Regional citrate trumps systemic heparin for extending dialysis filter lifespan

Pearl Toh
28 Nov 2020

Using regional citrate for anticoagulation during dialysis significantly extends the lifespan of dialysis filter compared with systemic heparin anticoagulation, although this has no impact on the patients’ mortality rate over 1 year, according to the RICH study presented at ASN 2020.

“Acute kidney injury [AKI] is a common complication in critically ill patients. Approximately 50 percent of all ICU patients will develop AKI, with some requiring renal replacement therapy,” said lead investigator Professor Alexander Zarbock from the University of Münster, Germany.
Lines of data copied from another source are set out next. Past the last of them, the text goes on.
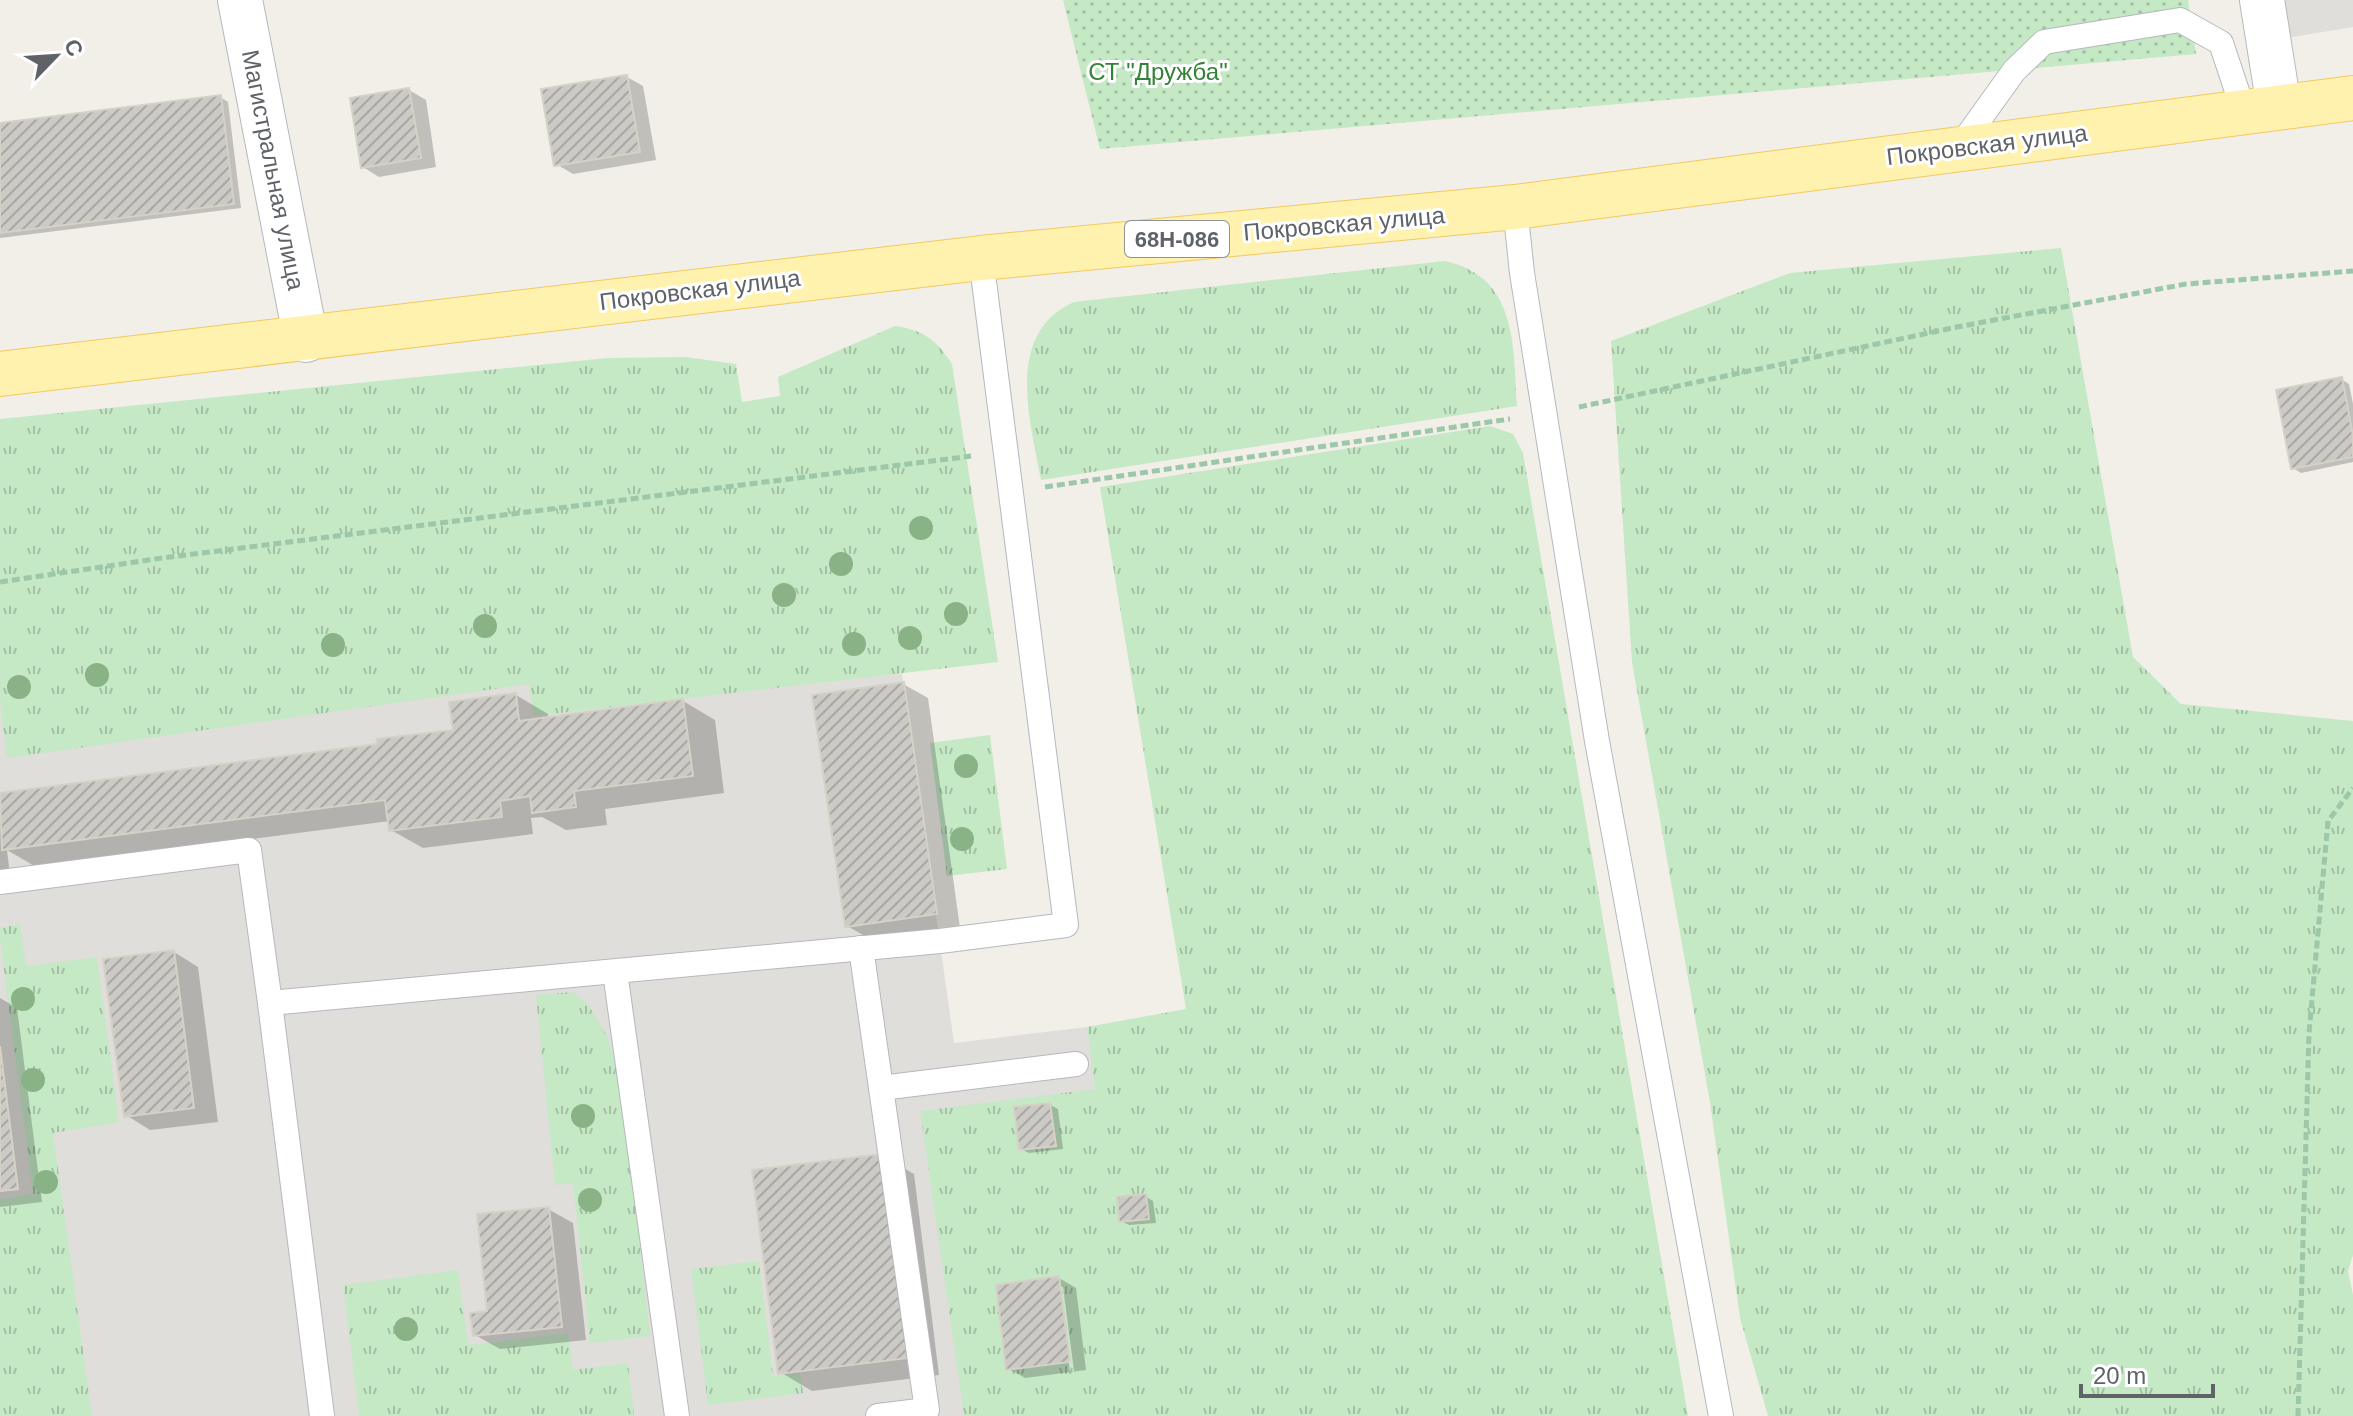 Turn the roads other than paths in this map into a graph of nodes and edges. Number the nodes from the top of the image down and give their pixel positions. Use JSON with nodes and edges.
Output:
{"nodes":[{"id":1,"x":240,"y":0,"type":"edge"},
{"id":2,"x":2262,"y":0,"type":"edge"},
{"id":3,"x":2353,"y":98,"type":"edge"},
{"id":4,"x":2262,"y":110,"type":"junction"},
{"id":5,"x":1958,"y":149,"type":"junction"},
{"id":6,"x":1515,"y":207,"type":"junction"},
{"id":7,"x":981,"y":258,"type":"junction"},
{"id":8,"x":306,"y":340,"type":"junction"},
{"id":9,"x":0,"y":374,"type":"edge"},
{"id":10,"x":0,"y":882,"type":"edge"},
{"id":11,"x":861,"y":948,"type":"junction"},
{"id":12,"x":615,"y":972,"type":"junction"},
{"id":13,"x":270,"y":1003,"type":"junction"},
{"id":14,"x":1076,"y":1064,"type":"dead end"},
{"id":15,"x":881,"y":1088,"type":"junction"},
{"id":16,"x":322,"y":1416,"type":"edge"},
{"id":17,"x":677,"y":1416,"type":"edge"},
{"id":18,"x":878,"y":1416,"type":"edge"},
{"id":19,"x":1721,"y":1416,"type":"edge"}],
"edges":[{"from":1,"to":8,"type":"street","name":"Магистральная улица"},
{"from":2,"to":4,"type":"street"},
{"from":3,"to":4,"type":"main road","name":"Покровская улица","number":"68Н-086"},
{"from":4,"to":5,"type":"main road","name":"Покровская улица","number":"68Н-086"},
{"from":4,"to":5,"type":"lane"},
{"from":5,"to":6,"type":"main road","name":"Покровская улица","number":"68Н-086"},
{"from":6,"to":7,"type":"main road","name":"Покровская улица","number":"68Н-086"},
{"from":6,"to":19,"type":"lane"},
{"from":7,"to":8,"type":"main road","name":"Покровская улица","number":"68Н-086"},
{"from":7,"to":11,"type":"lane"},
{"from":8,"to":9,"type":"main road","name":"Покровская улица","number":"68Н-086"},
{"from":10,"to":13,"type":"lane"},
{"from":11,"to":12,"type":"lane"},
{"from":11,"to":15,"type":"lane"},
{"from":12,"to":13,"type":"lane"},
{"from":12,"to":17,"type":"lane"},
{"from":13,"to":16,"type":"lane"},
{"from":14,"to":15,"type":"lane"},
{"from":15,"to":18,"type":"lane"}]}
“Normally, critically ill patients undergoing dialysis receive anticoagulants to reduce filter clotting and prolong filter lifetime,” he continued. “If it clots, you cannot retransfuse the blood that is in the system. [Consequently,] the workload becomes higher and the costs also increase.”

“The KDIGO* guidelines for acute kidney injury recommend the use of regional citrate anticoagulation in this setting. However, the evidence is based on small randomized clinical trials and is therefore only a weak suggestion,” Zarbock explained. 

In the multicentre clinical trial, 596 critically ill patients (mean age 67.5 years, 30.7 percent women) with severe acute kidney injury (AKI) or indications for kidney replacement therapy were randomized 1:1 to anticoagulation with regional citrate (target ionized calcium level 1.0–1.40 mg/dL) or systemic heparin (target activated partial thromboplastin time of 45–60 seconds). [ASN 2020, abstract FR-OR57]

Use of regional citrate anticoagulation significantly lengthened the filter life span by 11.2 hours compared with systemic heparin anticoagulation (mean, 44.9 vs 33.3 hours; p<0.001).

The rates of 90-day all-cause mortality were 51.2 percent in the regional citrate group compared with 53.6 percent in the systemic heparin group, which were not significantly different between the two groups (adjusted hazard ratio [HR], 0.91; p=0.38).

“This finding was true for the 90-day mortality as well as the 1-year mortality,” reported Zarbock.

“However, the trial was terminated early and was therefore underpowered to reach definitive conclusions about the comparative effect of these anticoagulation strategies on mortality,” the researchers pointed out.

Compared with systemic heparin anticoagulation, patients on regional citrate anticoagulation had significantly lower bleeding complications (5.1 percent vs 16.9 percent; odds ratio, 0.27; p<0.001).

“The potential advantage of citrate anticoagulation for continuous kidney replacement therapy is that it may reduce the occurrence of adverse events [AEs] as systemic effects on anticoagulation are avoided,” explained Zarbock and co-authors.

“[On the other hand,] metabolic derangements are a potential disadvantage of using citrate anticoagulation,” they suggested. “Metabolic derangements are closely linked to the use of certain solutions for kidney replacement therapy. For instance, citrate solutions of higher concentrations are associated with higher occurrence of metabolic alkalosis.”

Infection rate was also significantly higher in the regional citrate than the systemic heparin group (68.0 percent vs 55.4 percent; p=0.002).